(Dataset entries)
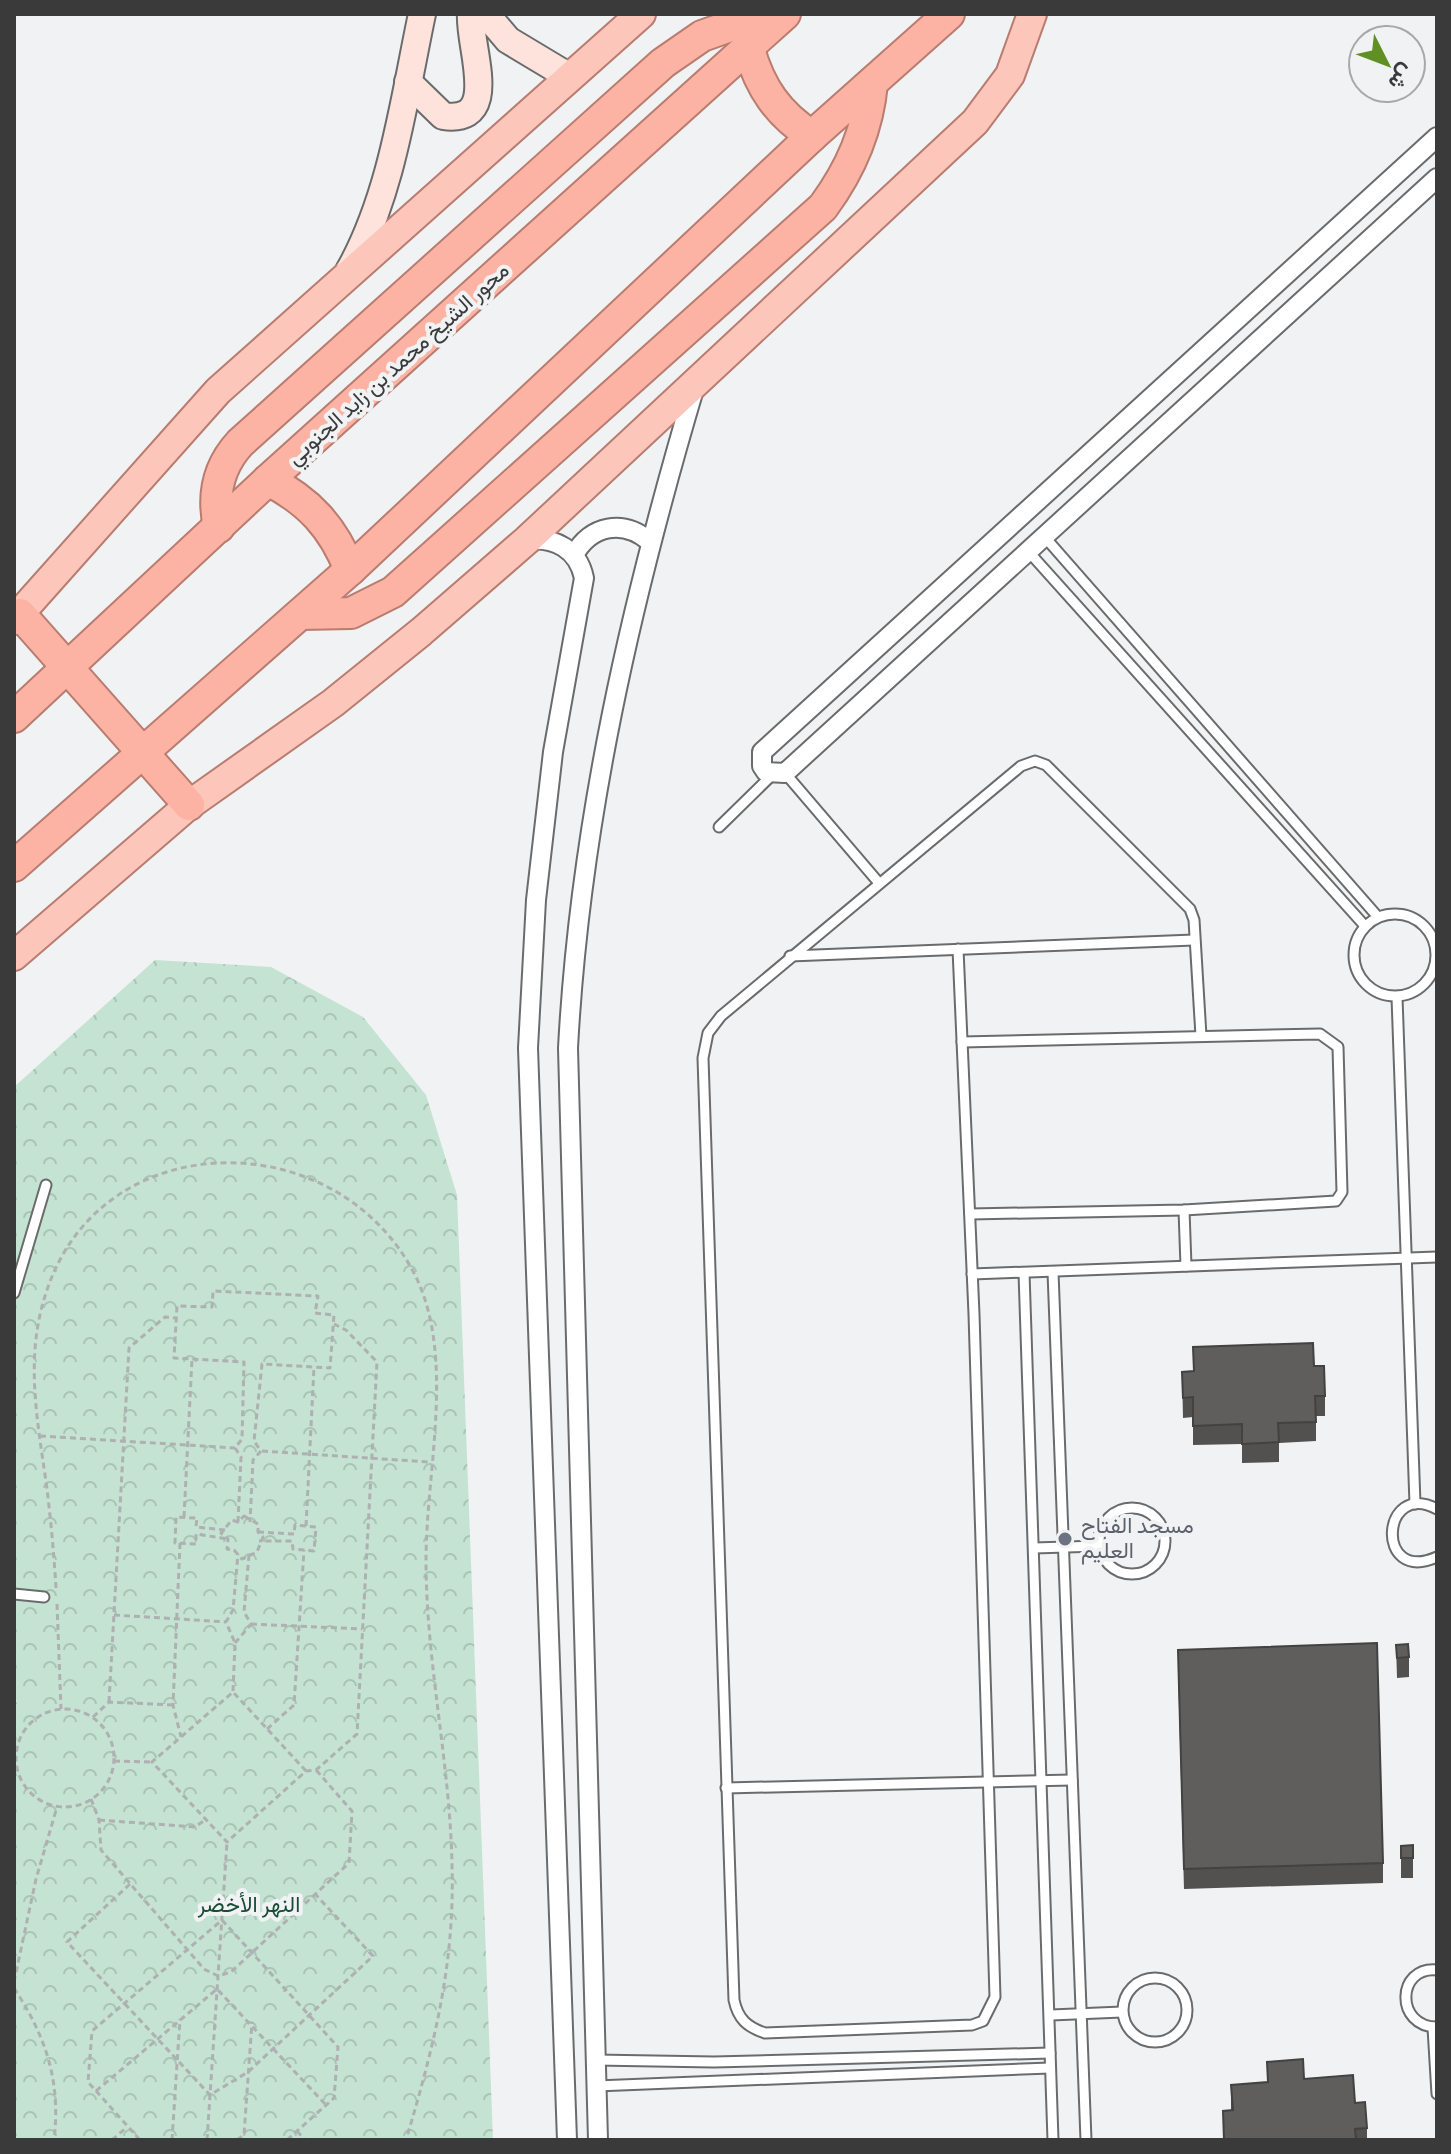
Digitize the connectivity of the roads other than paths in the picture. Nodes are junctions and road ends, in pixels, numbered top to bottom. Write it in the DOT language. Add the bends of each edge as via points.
graph roads {
  1 [pos="422,14"];
  2 [pos="471,14"];
  3 [pos="486,14"];
  4 [pos="641,14"];
  5 [pos="764,14"];
  6 [pos="785,14"];
  7 [pos="949,14"];
  8 [pos="1032,14"];
  9 [pos="749,49"];
  10 [pos="568,76"];
  11 [pos="408,82"];
  12 [pos="872,83"];
  13 [pos="812,136"];
  14 [pos="1437,137"];
  15 [pos="1437,178"];
  16 [pos="346,276"];
  17 [pos="1241,315"];
  18 [pos="1260,338"];
  19 [pos="695,386"];
  20 [pos="268,480"];
  21 [pos="219,527"];
  22 [pos="1043,535"];
  23 [pos="527,540"];
  24 [pos="649,541"];
  25 [pos="1027,549"];
  26 [pos="574,555"];
  27 [pos="350,570"];
  28 [pos="301,614"];
  29 [pos="17,617"];
  30 [pos="69,669"];
  31 [pos="14,717"];
  32 [pos="142,754"];
  33 [pos="778,774"];
  34 [pos="189,805"];
  35 [pos="719,827"];
  36 [pos="14,866"];
  37 [pos="879,883"];
  38 [pos="1378,917"];
  39 [pos="1365,926"];
  40 [pos="1194,940"];
  41 [pos="1436,944"];
  42 [pos="958,949"];
  43 [pos="14,956"];
  44 [pos="790,956"];
  45 [pos="1397,997"];
  46 [pos="1201,1036"];
  47 [pos="962,1042"];
  48 [pos="46,1185"];
  49 [pos="1184,1210"];
  50 [pos="970,1214"];
  51 [pos="1437,1257"];
  52 [pos="1406,1258"];
  53 [pos="1186,1266"];
  54 [pos="1053,1272"];
  55 [pos="1024,1273"];
  56 [pos="972,1274"];
  57 [pos="14,1293"];
  58 [pos="1415,1504"];
  59 [pos="1437,1509"];
  60 [pos="1099,1546"];
  61 [pos="1064,1547"];
  62 [pos="1034,1548"];
  63 [pos="1437,1557"];
  64 [pos="14,1594"];
  65 [pos="44,1597"];
  66 [pos="1042,1780"];
  67 [pos="1072,1780"];
  68 [pos="990,1782"];
  69 [pos="726,1788"];
  70 [pos="1437,1970"];
  71 [pos="1122,2012"];
  72 [pos="1081,2014"];
  73 [pos="1051,2015"];
  74 [pos="1435,2027"];
  75 [pos="1050,2053"];
  76 [pos="595,2060"];
  77 [pos="1050,2068"];
  78 [pos="596,2086"];
  79 [pos="1437,2094"];
  80 [pos="567,2140"];
  81 [pos="598,2140"];
  82 [pos="1053,2140"];
  83 [pos="1086,2140"];
  1 -- 11 [label="main road"];
  2 -- 11 [label="main road" via="480,86 473,108 459,117 443,116"];
  3 -- 10 [label="main road" via="508,40"];
  4 -- 10 [label="main road"];
  5 -- 21 [label="highway" via="702,36 663,63 240,443 217,483"];
  6 -- 9 [label="highway, محور الشيخ محمد بن زايد الجنوبي"];
  7 -- 12 [label="highway"];
  8 -- 19 [label="main road" via="1010,75 975,122"];
  9 -- 13 [label="highway" via="764,91"];
  9 -- 20 [label="highway, محور الشيخ محمد بن زايد الجنوبي"];
  10 -- 16 [label="main road"];
  11 -- 16 [label="main road" via="373,221"];
  12 -- 13 [label="highway"];
  12 -- 28 [label="highway" via="860,144 823,207 393,592 351,613"];
  13 -- 27 [label="highway"];
  14 -- 17 [label="street"];
  15 -- 18 [label="street"];
  16 -- 29 [label="main road" via="218,391"];
  17 -- 18 [label="street"];
  17 -- 33 [label="street" via="762,752 762,766"];
  18 -- 22 [label="street"];
  19 -- 23 [label="main road"];
  19 -- 24 [label="street"];
  20 -- 21 [label="highway, محور الشيخ محمد بن زايد الجنوبي"];
  20 -- 27 [label="highway" via="291,492 328,525"];
  21 -- 30 [label="highway, محور الشيخ محمد بن زايد الجنوبي"];
  22 -- 25 [label="street"];
  22 -- 38 [label="lane"];
  23 -- 26 [label="street" via="553,541"];
  23 -- 34 [label="main road" via="333,703"];
  24 -- 26 [label="street" via="630,529 608,527 587,537"];
  24 -- 76 [label="street" via="624,645 593,820 572,974 568,1048"];
  25 -- 33 [label="street"];
  25 -- 39 [label="lane"];
  26 -- 80 [label="street" via="584,578 551,767 536,900 528,1048"];
  27 -- 28 [label="highway"];
  28 -- 32 [label="highway"];
  29 -- 30 [label="highway"];
  30 -- 31 [label="highway, محور الشيخ محمد بن زايد الجنوبي"];
  30 -- 32 [label="highway"];
  32 -- 34 [label="highway"];
  32 -- 36 [label="highway"];
  33 -- 35 [label="lane"];
  33 -- 37 [label="lane"];
  34 -- 43 [label="main road"];
  37 -- 40 [label="lane" via="1021,766 1035,761 1046,765 1181,897 1194,920"];
  37 -- 44 [label="lane"];
  38 -- 39 [label="lane"];
  38 -- 41 [label="lane" via="1413,917"];
  39 -- 45 [label="lane" via="1355,943 1354,963 1362,981 1377,993"];
  40 -- 42 [label="lane"];
  40 -- 46 [label="lane"];
  41 -- 45 [label="lane" via="1436,963 1428,980"];
  42 -- 44 [label="lane"];
  42 -- 47 [label="lane"];
  44 -- 69 [label="lane" via="721,1016 708,1033 703,1058"];
  45 -- 52 [label="lane"];
  46 -- 47 [label="lane"];
  46 -- 49 [label="lane" via="1320,1034 1338,1047 1342,1192 1326,1204"];
  47 -- 50 [label="lane"];
  48 -- 57 [label="lane"];
  49 -- 50 [label="lane"];
  49 -- 53 [label="lane"];
  50 -- 56 [label="lane"];
  51 -- 52 [label="lane"];
  52 -- 53 [label="lane"];
  52 -- 58 [label="lane"];
  53 -- 54 [label="lane"];
  54 -- 55 [label="lane"];
  54 -- 61 [label="lane"];
  55 -- 56 [label="lane"];
  55 -- 62 [label="lane"];
  56 -- 68 [label="lane"];
  58 -- 59 [label="lane"];
  58 -- 63 [label="lane" via="1394,1519 1393,1545 1413,1562"];
  60 -- 60 [label="lane" via="1117,1571 1133,1574 1158,1562 1165,1534 1143,1509 1125,1509 1110,1517"];
  60 -- 61 [label="lane"];
  61 -- 62 [label="lane"];
  61 -- 67 [label="lane"];
  62 -- 66 [label="lane"];
  64 -- 65 [label="lane"];
  66 -- 67 [label="lane"];
  66 -- 68 [label="lane"];
  66 -- 73 [label="lane"];
  67 -- 72 [label="lane"];
  68 -- 69 [label="lane"];
  68 -- 69 [label="lane" via="995,1997 983,2021 765,2033 748,2027 736,2013"];
  70 -- 74 [label="lane" via="1415,1976 1406,1987 1405,2001 1409,2015"];
  71 -- 71 [label="lane" via="1138,2038 1153,2042 1179,2031 1187,2005 1180,1989 1167,1979 1150,1977 1134,1984"];
  71 -- 72 [label="lane"];
  72 -- 73 [label="lane"];
  72 -- 83 [label="lane"];
  73 -- 75 [label="lane"];
  74 -- 79 [label="lane"];
  75 -- 76 [label="lane"];
  75 -- 77 [label="lane"];
  76 -- 78 [label="street"];
  77 -- 78 [label="lane"];
  77 -- 82 [label="lane"];
  78 -- 81 [label="street"];
}
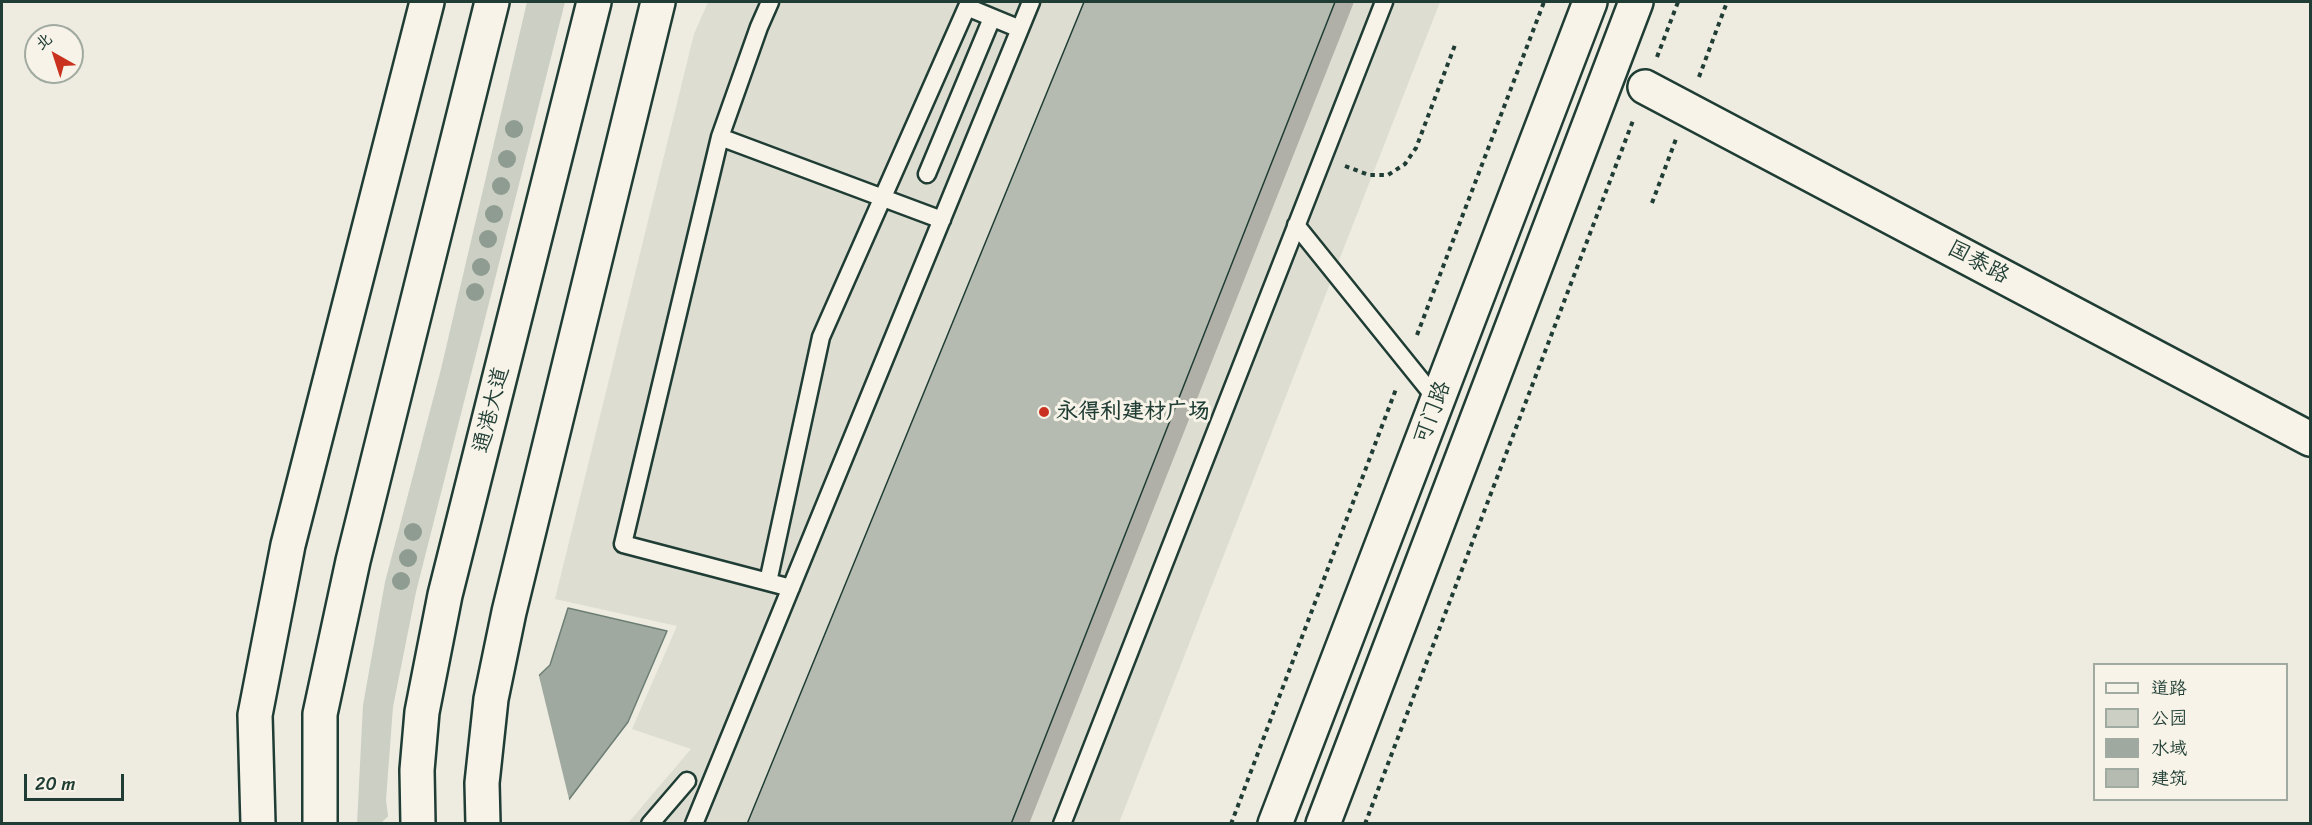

(Task instructions) The lines in the entries above that carry the word "الشيخ" must be copied.

(Result)
  6 -- 9 [label="highway, محور الشيخ محمد بن زايد الجنوبي"];
  9 -- 20 [label="highway, محور الشيخ محمد بن زايد الجنوبي"];
  20 -- 21 [label="highway, محور الشيخ محمد بن زايد الجنوبي"];
  21 -- 30 [label="highway, محور الشيخ محمد بن زايد الجنوبي"];
  30 -- 31 [label="highway, محور الشيخ محمد بن زايد الجنوبي"];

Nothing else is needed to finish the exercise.